“Satu hal penting perlu disampaikan adanya gempa dan tsunami dahsyat ini telah menimbulkan kesadaran bersama untuk mengakhiri konflik bersenjata antara Gerakan Aceh Merdeka (GAM) dan Pemerintah RI sehingga melahirkan MoU Helsinki di Finlandia 15 Agustus 2005,” ujar Alvisyahrin didampingi Taqwaddin.
Ia juga menyampaikan pada awal terjadinya tsunami Aceh, belum ada aturan khusus yang mengatur bagaimana mekanisme atau prosedur pihak internasional masuk ke Aceh, Indonesia untuk memberikan pertolongan.
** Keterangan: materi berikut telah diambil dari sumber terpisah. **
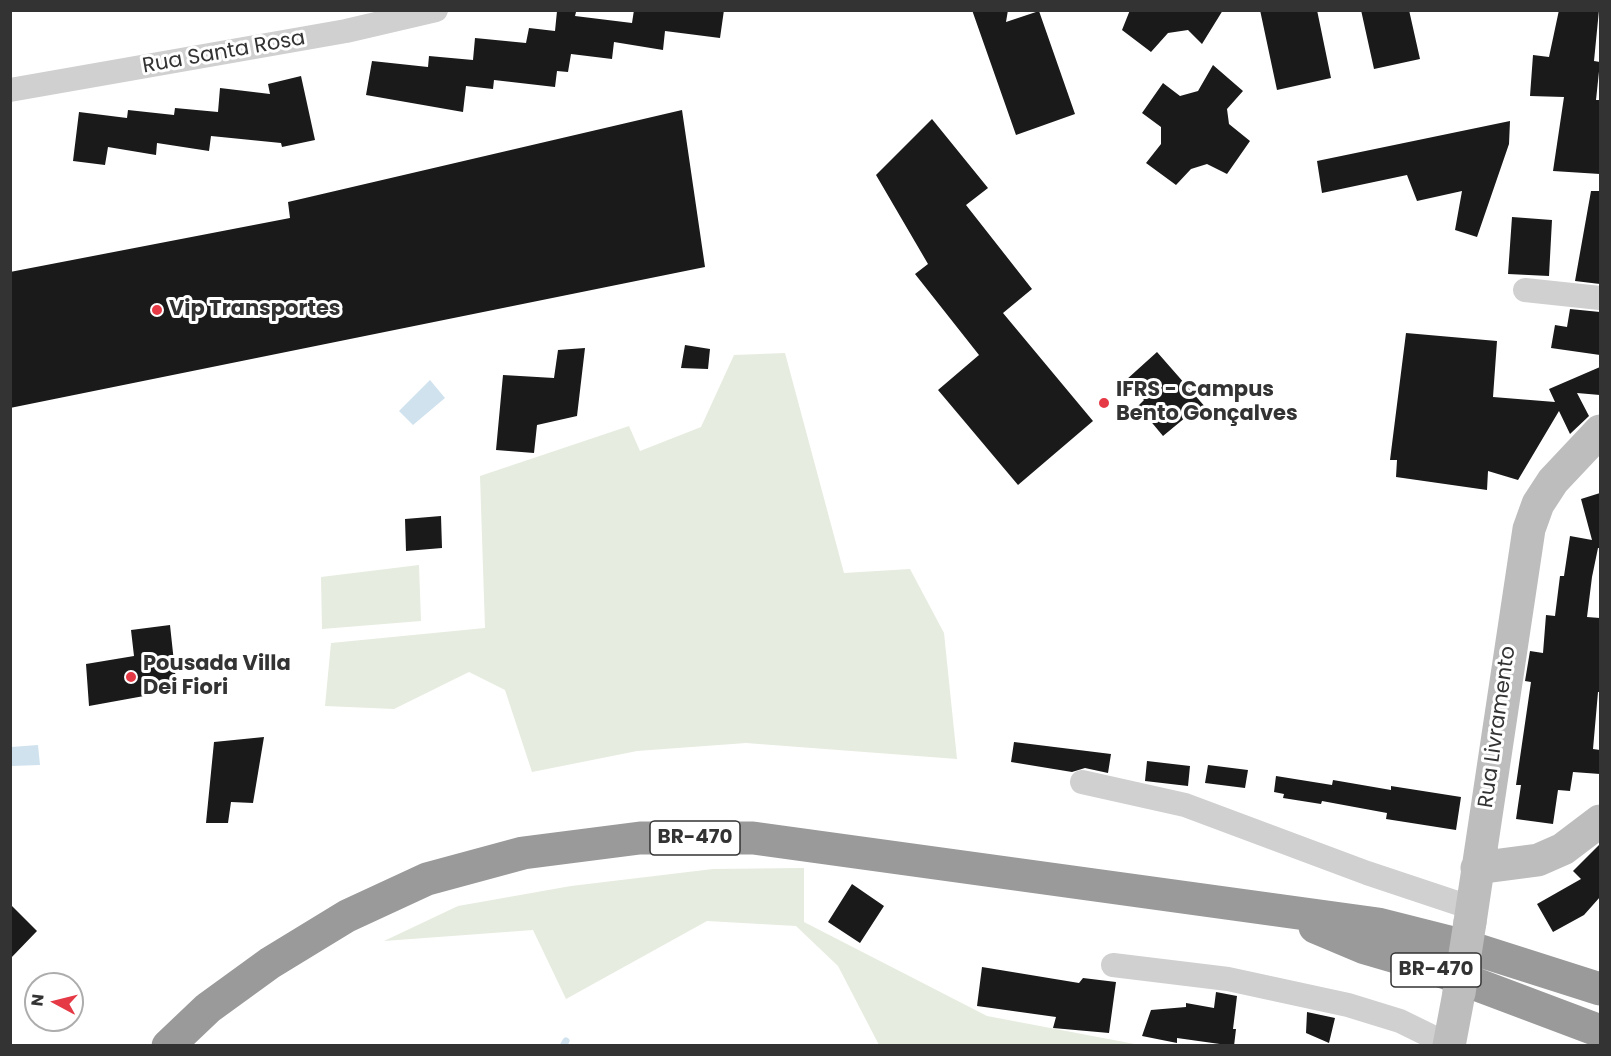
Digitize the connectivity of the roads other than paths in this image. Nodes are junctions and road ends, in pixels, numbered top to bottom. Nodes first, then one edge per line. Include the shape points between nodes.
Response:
1 (436, 10) edge
2 (347, 21) edge
3 (10, 90) edge
4 (1525, 291) dead end
5 (1600, 298) edge
6 (1600, 432) edge
7 (1082, 782) dead end
8 (1600, 821) edge
9 (1478, 868) junction
10 (1272, 910) junction
11 (1471, 915) junction
12 (1113, 964) dead end
13 (1600, 989) edge
14 (1600, 1030) edge
15 (1449, 1045) edge
16 (168, 1046) edge

1 - 2 street, Rua Santa Rosa
2 - 3 street, Rua Santa Rosa
4 - 5 street
6 - 9 main road, Rua Livramento via 1553,481 1538,504 1529,529
7 - 11 street via 1185,805
8 - 9 main road via 1563,849 1538,860
9 - 11 main road, Rua Livramento
10 - 13 highway, BR-470 via 1416,932
10 - 14 highway, BR-470 via 1365,948
10 - 16 highway, BR-470 via 753,838 640,838 523,853 427,879 347,916 270,963 208,1008
11 - 15 main road, Rua Livramento, bridge
12 - 15 street via 1228,979 1348,1005 1400,1021

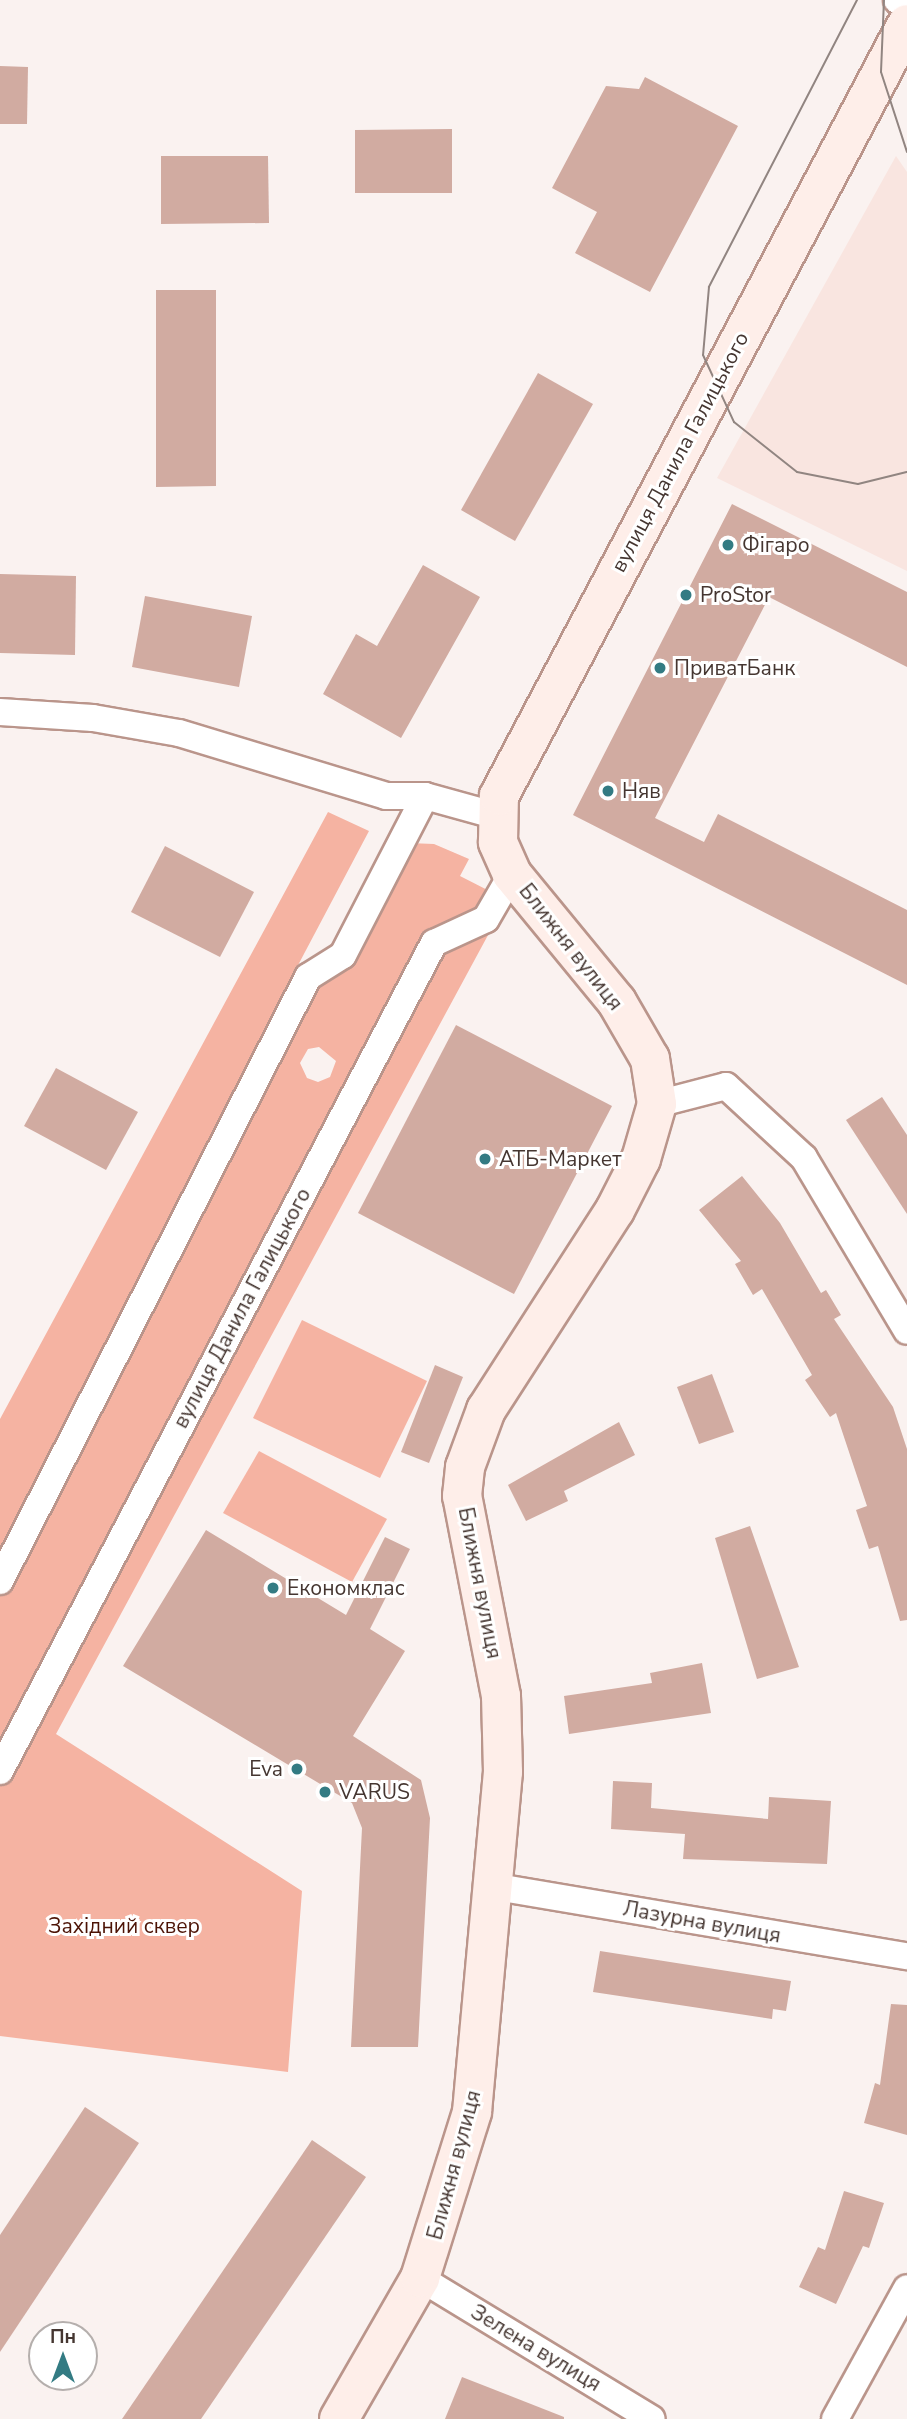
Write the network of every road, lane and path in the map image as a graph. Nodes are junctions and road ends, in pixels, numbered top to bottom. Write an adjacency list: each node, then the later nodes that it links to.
1 (897, 0): 2 (street)
2 (907, 6)
3 (907, 24): 6 (street, вулиця Данила Галицького)
4 (0, 712): 5 (street)
5 (425, 796): 6 (street); 10 (street)
6 (497, 816): 7 (street, Ближня вулиця)
7 (512, 874): 8 (street, Ближня вулиця); 11 (street, вулиця Данила Галицького)
8 (657, 1104): 9 (street); 12 (street, Ближня вулиця)
9 (907, 1331)
10 (0, 1581)
11 (0, 1771)
12 (497, 1888): 13 (street, Лазурна вулиця); 14 (street, Ближня вулиця)
13 (907, 1956)
14 (420, 2278): 16 (street, Ближня вулиця); 17 (street, Зелена вулиця)
15 (907, 2288): 18 (street)
16 (339, 2419)
17 (652, 2419)
18 (835, 2419)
Sekalipun demikian, karena konstitusi Indonesia (UUD 1945), serta kebijakan politik Indonesia yang menganut prinsip bebas aktif sebagaimana diatur dalam UU tentang Hubungan Luar Negeri dan UU tentang Perjanjian Internasional Indonesia, maka Indonesia membuka diri terhadap internasional, baik pemerintah negara asing, lembaga-lembaga persatuan bangsa-bangsa seperti UNDP, UNICEF, UN HABITAT, UNESCO dan lain-lain.
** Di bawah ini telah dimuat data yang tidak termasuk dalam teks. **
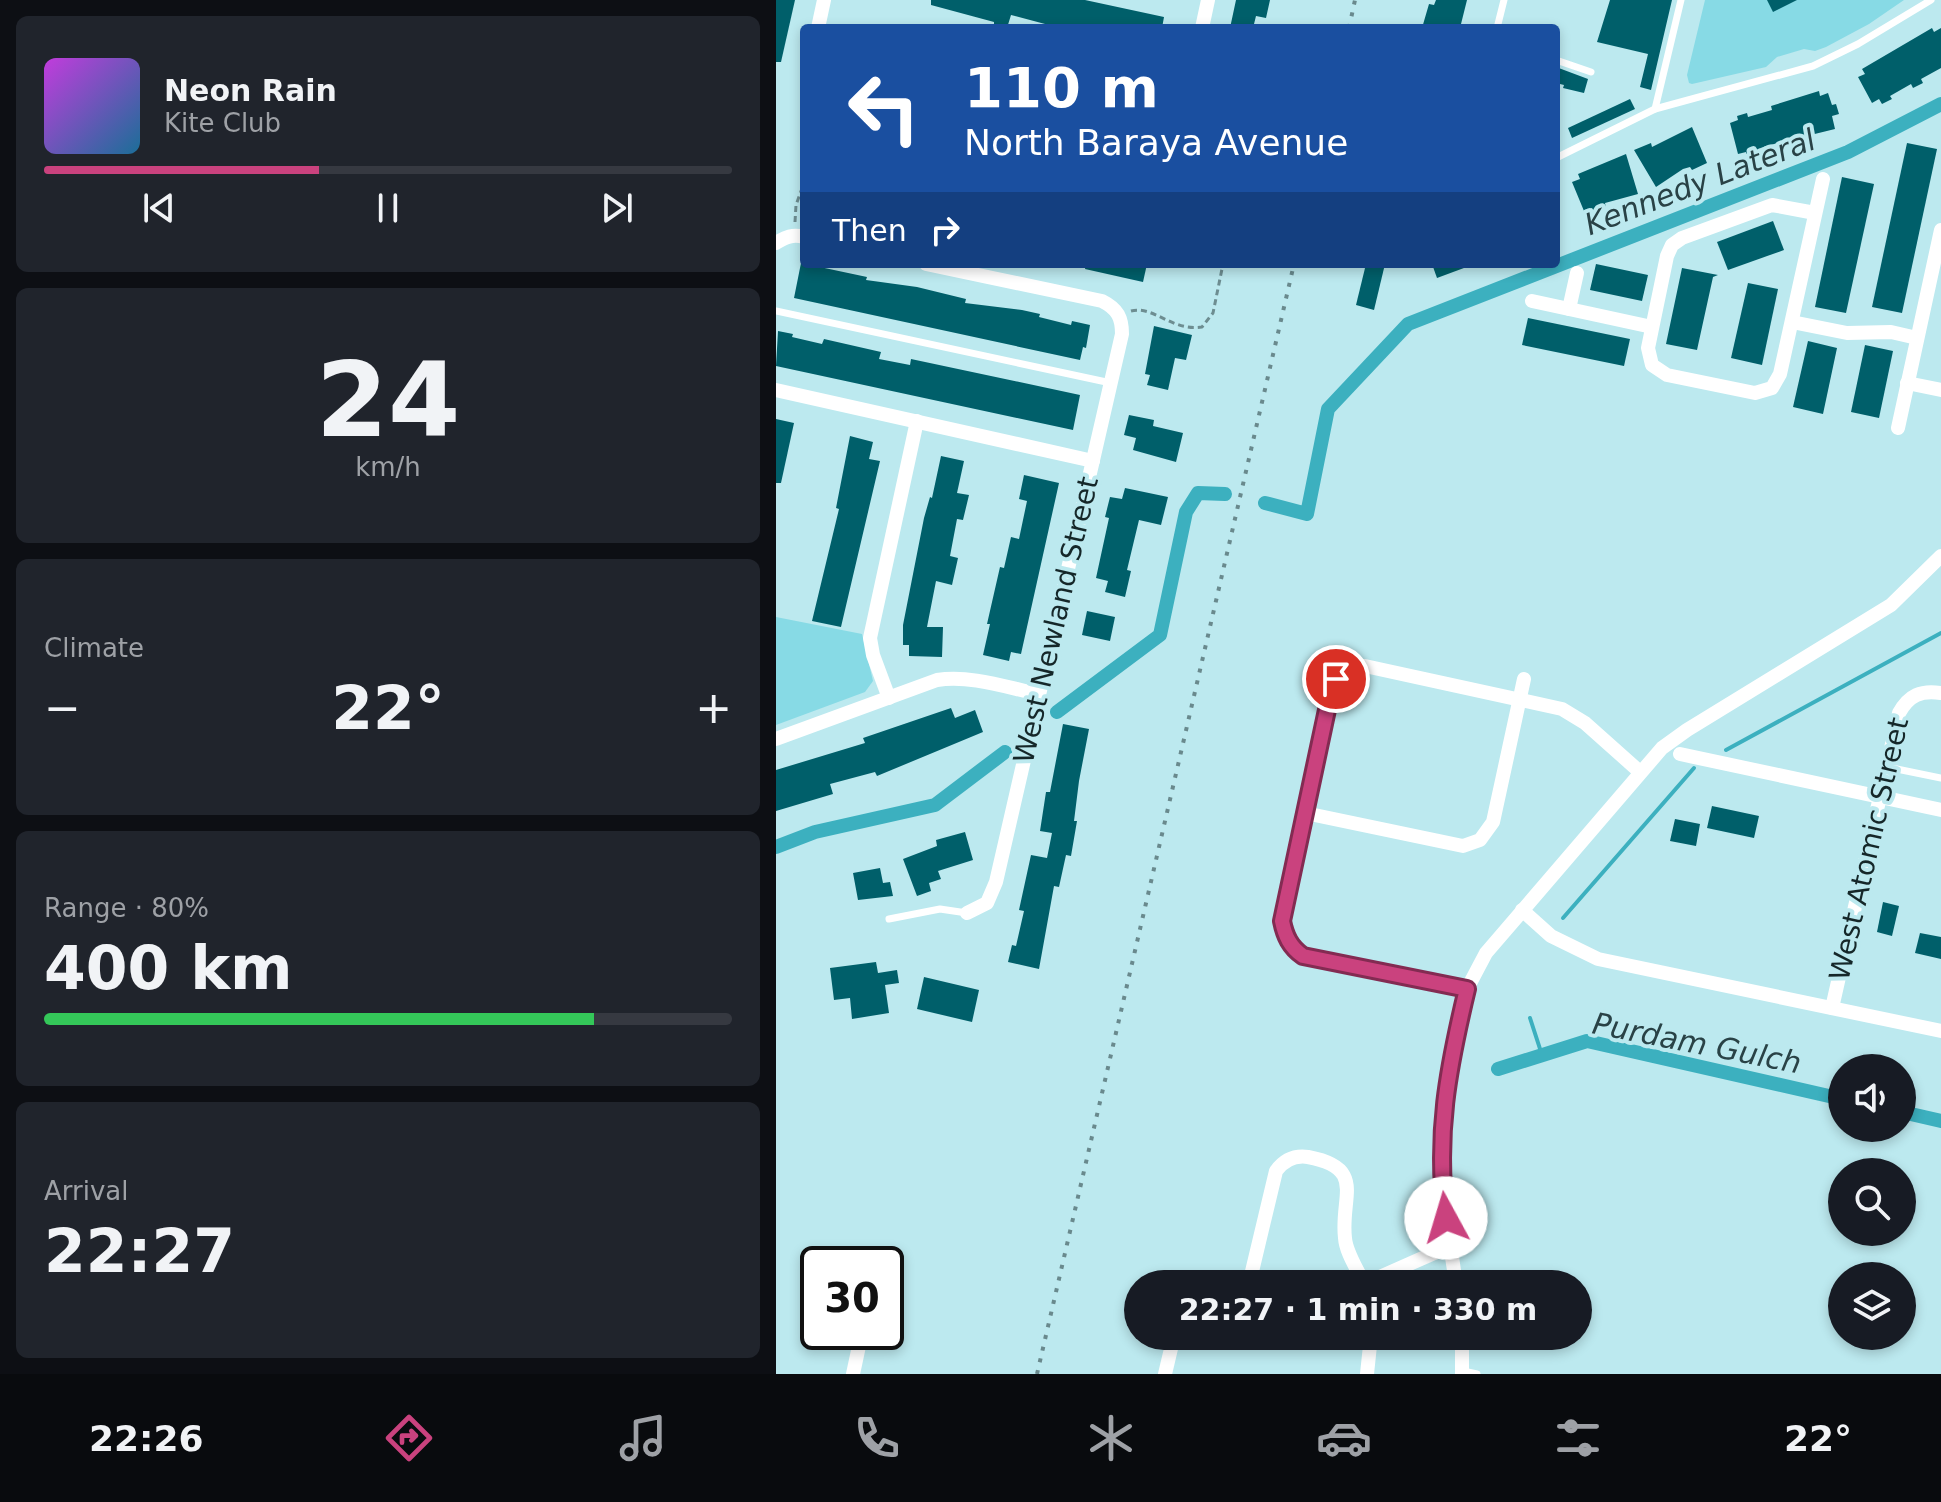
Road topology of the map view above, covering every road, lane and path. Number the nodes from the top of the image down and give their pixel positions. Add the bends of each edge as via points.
1 (824, 0) edge
2 (1208, 0) edge
3 (1504, 0) edge
4 (1681, 0) edge
5 (1931, 0) edge
6 (819, 24) edge
7 (1203, 24) edge
8 (1498, 24) edge
9 (1560, 61) edge
10 (1591, 72) dead end
11 (1655, 109) junction
12 (1560, 156) edge
13 (1823, 179) dead end
14 (800, 194) edge
15 (1815, 213) junction
16 (795, 222) dead end
17 (1941, 230) edge
18 (800, 236) edge
19 (776, 243) edge
20 (945, 268) edge
21 (1222, 268) edge
22 (1577, 273) dead end
23 (1532, 301) dead end
24 (1569, 309) junction
25 (776, 311) edge
26 (1125, 312) junction
27 (1792, 322) junction
28 (1652, 327) junction
29 (1917, 338) junction
30 (1111, 383) junction
31 (1907, 383) junction
32 (776, 390) edge
33 (1941, 390) edge
34 (917, 421) junction
35 (1898, 428) dead end
36 (1093, 461) junction
37 (1941, 556) edge
38 (1524, 679) dead end
39 (1941, 693) edge
40 (1038, 694) junction
41 (889, 698) junction
42 (1520, 700) junction
43 (776, 739) edge
44 (1680, 754) dead end
45 (1887, 767) junction
46 (1640, 772) junction
47 (1941, 778) edge
48 (1880, 797) junction
49 (1941, 810) edge
50 (1305, 813) junction
51 (1522, 910) junction
52 (967, 913) joint
53 (889, 919) dead end
54 (1467, 989) junction
55 (1832, 1008) junction
56 (1941, 1031) edge
57 (1450, 1246) junction
58 (1252, 1270) edge
59 (1358, 1270) edge
60 (1396, 1270) edge
61 (1454, 1270) edge
62 (858, 1350) edge
63 (1171, 1350) edge
64 (1370, 1350) edge
65 (1464, 1350) edge
66 (1467, 1373) edge
67 (853, 1374) edge
68 (1165, 1374) edge
69 (1367, 1374) edge

1 - 6 street
2 - 7 street
3 - 8 lane
4 - 11 lane
5 - 11 lane via 1813,66
9 - 10 lane
11 - 12 lane
13 - 15 street
14 - 16 path
15 - 27 street
15 - 28 street via 1763,207 1682,238 1667,256
17 - 29 street
18 - 19 street
20 - 26 street via 1102,301
21 - 26 path via 1213,313 1202,327 1184,327 1143,309
22 - 24 street
23 - 24 street
24 - 28 street
25 - 30 lane
26 - 30 street, West Newland Street
27 - 28 street via 1780,374 1772,388 1755,393 1667,375 1652,365
27 - 29 street
29 - 31 street
30 - 36 street, West Newland Street
31 - 33 street
31 - 35 street
32 - 34 street
34 - 36 street
34 - 41 street via 870,638
36 - 40 street, West Newland Street
37 - 46 street via 1891,605 1687,730
38 - 42 street
39 - 45 street, West Atomic Street via 1924,691 1905,703
40 - 41 street via 952,678
40 - 52 street, West Newland Street via 996,882 987,903
41 - 43 street
42 - 46 street via 1562,709
42 - 50 street via 1493,822 1480,840 1463,846
42 - 50 street via 1365,666 1343,672 1331,691
44 - 48 street
45 - 47 lane
45 - 48 street, West Atomic Street
46 - 51 street
48 - 49 street
48 - 55 street, West Atomic Street
50 - 54 street via 1282,921 1288,941 1303,956
51 - 54 street via 1486,953
51 - 55 street via 1551,936 1598,959
52 - 53 lane via 940,909
54 - 57 street via 1440,1142
55 - 56 street
57 - 60 street
57 - 61 street
58 - 59 street via 1274,1177 1287,1160 1306,1157 1332,1163 1348,1184 1345,1239
62 - 67 street
63 - 68 street
64 - 69 street
65 - 66 street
Untuk menutupi kekosongan hukum saat itu, maka tanggal 2 Maret 2005 Presiden SBY mengeluarkan Instruksi Presiden (Inpres Nomor 1/2005) kepada Menteri Luar Negeri Hassan Wirajuda untuk sesegera mungkin mengambil langkah-langkah yang diperlukan dan berkomunikasi dengan pihak internasional untuk melakukan respon tanggap darurat dan mempersiapkan proses Rehabilitasi Rekonstruksi Aceh.
Kepada para peserta yang hadir dari China, Jepang, Brazil dan Indonesia serta banyak negara lain yang mengikuti simposium melalui Zoom, Dr Teuku Alvisyahrin menyatakan sebetulnya, sebelum pun ada Inpres ini para pihak internasional sudah datang ke Aceh pada hari kedua bencana.
Acara yang berlangsung serius ini dilaksanakan di Kobe University, Centennial Memorial Rokko Hall, pada 17 Januari 2025 sekaligus memperingati hari ke-30 terjadinya gempa dahsyat Kobe pada 17 Januari 1995 silam
Dari perspektif hukum, Taqwaddin menambahkan adanya Tsunami Aceh dengan pertolongan dari begitu banyak negara, dimana saat itu Indonesia belum ada Undang-undang yang mengatur berkaitan pertolongan ataupun penanganan bencana, telah menimbulkan harapan bersama pimpinan pemerintahan untuk segera membentuk undang-undang tersendiri yang menangani masalah ini.